A novel, highly water-soluble, heterobifunctional cross-linking reagent, S-(2-thiopyridyl)- l-cysteine hydrazide (TPCH), was synthesized which contains a hydrazide moiety for coupling to aldehyde groups generated in the carbohydrate residues of antibodies by mild periodate oxidation, and a pyridyl disulfide moiety for coupling to molecules with a free sulfhydryl group. Since the carbohydrate moieties are distal to the antigen binding region of antibodies, derivatization with this cross-linker minimizes impairment of the antigen binding function. Derivatization of the human monoclonal IgM antibody 16–88 against human colon carcinoma cells with as many as 16 TPCH cross-linker molecules did not impair its antigen binding capability.
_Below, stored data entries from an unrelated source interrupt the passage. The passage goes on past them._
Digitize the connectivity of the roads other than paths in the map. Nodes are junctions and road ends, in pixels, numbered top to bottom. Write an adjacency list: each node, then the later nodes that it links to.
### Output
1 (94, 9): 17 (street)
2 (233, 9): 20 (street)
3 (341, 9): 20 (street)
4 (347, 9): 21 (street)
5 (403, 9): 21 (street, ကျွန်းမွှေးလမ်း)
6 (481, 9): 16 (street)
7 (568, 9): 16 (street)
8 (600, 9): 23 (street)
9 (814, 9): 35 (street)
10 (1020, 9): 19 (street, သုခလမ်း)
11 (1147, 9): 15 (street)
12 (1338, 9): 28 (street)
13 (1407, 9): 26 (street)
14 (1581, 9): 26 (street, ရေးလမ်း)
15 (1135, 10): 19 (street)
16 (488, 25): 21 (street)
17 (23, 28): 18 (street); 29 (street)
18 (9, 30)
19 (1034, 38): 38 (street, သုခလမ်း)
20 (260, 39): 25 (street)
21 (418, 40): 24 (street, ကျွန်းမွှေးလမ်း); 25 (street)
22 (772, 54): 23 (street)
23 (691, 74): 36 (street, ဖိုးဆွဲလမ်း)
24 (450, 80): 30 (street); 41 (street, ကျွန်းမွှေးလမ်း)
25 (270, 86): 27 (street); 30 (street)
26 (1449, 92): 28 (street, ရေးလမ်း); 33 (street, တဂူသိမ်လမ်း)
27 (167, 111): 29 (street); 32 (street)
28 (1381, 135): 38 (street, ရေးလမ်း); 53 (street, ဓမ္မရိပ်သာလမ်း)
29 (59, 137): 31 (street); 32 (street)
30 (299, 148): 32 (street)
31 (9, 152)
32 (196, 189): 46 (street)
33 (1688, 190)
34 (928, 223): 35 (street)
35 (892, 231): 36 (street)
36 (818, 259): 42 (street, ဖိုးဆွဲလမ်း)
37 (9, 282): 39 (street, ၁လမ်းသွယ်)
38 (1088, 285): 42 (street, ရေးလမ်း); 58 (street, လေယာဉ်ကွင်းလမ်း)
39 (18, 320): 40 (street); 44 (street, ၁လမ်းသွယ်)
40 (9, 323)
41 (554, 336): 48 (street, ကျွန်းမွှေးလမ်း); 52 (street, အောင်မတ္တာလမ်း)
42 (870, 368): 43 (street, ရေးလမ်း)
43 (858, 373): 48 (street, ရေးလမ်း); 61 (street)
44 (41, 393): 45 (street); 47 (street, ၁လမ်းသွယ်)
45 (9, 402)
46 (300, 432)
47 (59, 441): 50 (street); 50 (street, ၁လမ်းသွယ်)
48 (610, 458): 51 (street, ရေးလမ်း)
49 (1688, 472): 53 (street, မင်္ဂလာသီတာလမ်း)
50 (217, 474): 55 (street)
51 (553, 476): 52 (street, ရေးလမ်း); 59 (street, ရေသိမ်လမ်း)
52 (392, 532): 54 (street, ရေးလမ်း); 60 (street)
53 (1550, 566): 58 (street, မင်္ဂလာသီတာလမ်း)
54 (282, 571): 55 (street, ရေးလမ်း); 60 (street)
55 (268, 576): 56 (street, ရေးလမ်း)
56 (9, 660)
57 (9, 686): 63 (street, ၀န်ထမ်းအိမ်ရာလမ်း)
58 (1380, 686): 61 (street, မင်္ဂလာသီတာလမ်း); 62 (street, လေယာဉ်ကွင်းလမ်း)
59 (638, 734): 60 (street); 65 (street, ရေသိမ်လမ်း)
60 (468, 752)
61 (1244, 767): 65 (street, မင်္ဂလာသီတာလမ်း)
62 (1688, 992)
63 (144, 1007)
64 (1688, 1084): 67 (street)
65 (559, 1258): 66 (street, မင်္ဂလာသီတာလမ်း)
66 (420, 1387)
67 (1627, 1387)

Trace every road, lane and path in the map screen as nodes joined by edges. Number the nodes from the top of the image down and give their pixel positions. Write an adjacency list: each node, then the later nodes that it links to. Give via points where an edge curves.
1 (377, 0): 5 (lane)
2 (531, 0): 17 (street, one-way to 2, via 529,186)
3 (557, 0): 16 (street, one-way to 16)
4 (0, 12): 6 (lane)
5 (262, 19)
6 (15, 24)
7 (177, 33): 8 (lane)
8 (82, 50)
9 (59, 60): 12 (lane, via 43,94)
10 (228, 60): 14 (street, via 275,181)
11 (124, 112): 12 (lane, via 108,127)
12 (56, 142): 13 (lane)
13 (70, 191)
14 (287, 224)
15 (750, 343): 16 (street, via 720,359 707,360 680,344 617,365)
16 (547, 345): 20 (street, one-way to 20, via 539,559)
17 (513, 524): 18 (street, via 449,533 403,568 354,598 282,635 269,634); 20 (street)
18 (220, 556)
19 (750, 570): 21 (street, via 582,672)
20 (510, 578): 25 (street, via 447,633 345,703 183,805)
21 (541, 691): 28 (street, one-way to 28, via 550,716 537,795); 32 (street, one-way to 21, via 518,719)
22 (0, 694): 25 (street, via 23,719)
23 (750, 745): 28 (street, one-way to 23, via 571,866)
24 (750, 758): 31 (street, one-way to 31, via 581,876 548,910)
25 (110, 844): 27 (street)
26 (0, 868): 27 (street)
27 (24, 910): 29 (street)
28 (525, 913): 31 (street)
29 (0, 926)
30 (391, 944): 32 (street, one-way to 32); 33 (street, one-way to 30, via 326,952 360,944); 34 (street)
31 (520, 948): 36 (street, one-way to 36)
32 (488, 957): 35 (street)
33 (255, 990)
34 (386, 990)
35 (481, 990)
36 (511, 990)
Using mild oxidation conditions for antibody derivatization, sialic acid residues were identified as attachment sites for the cross-linker molecules, since after desialylation of antibody 16–88 by neuraminidase virtually no cross-linker molecules could be incorporated. Comparison of TPCH with S-(2-thiopyridyl)mercaptopropionic acid hydrazide and S-(2-thiopyridyl)- l-cysteine, two related cross-linking reagents, revealed that TPCH is most efficiently incorporated into periodate-treated antibody. Based on the structural differences of the cross-linkers, the more efficient incorporation of TPCH appears to be a function of the presence of a hydrazide moiety with an adjacent amino group. When three to four molecules of pyridyl disulfide-derivatized barley toxin were coupled to TPCH-derivatized antibody 16–88, the antigen binding capability remained uncompromised. In addition, no significant impairment of toxin activity upon coupling to the antibody was observed. Based on these data, TPCH may be very useful for the synthesis of immunoconjugates with no or only minimal impairment of the antigen binding function.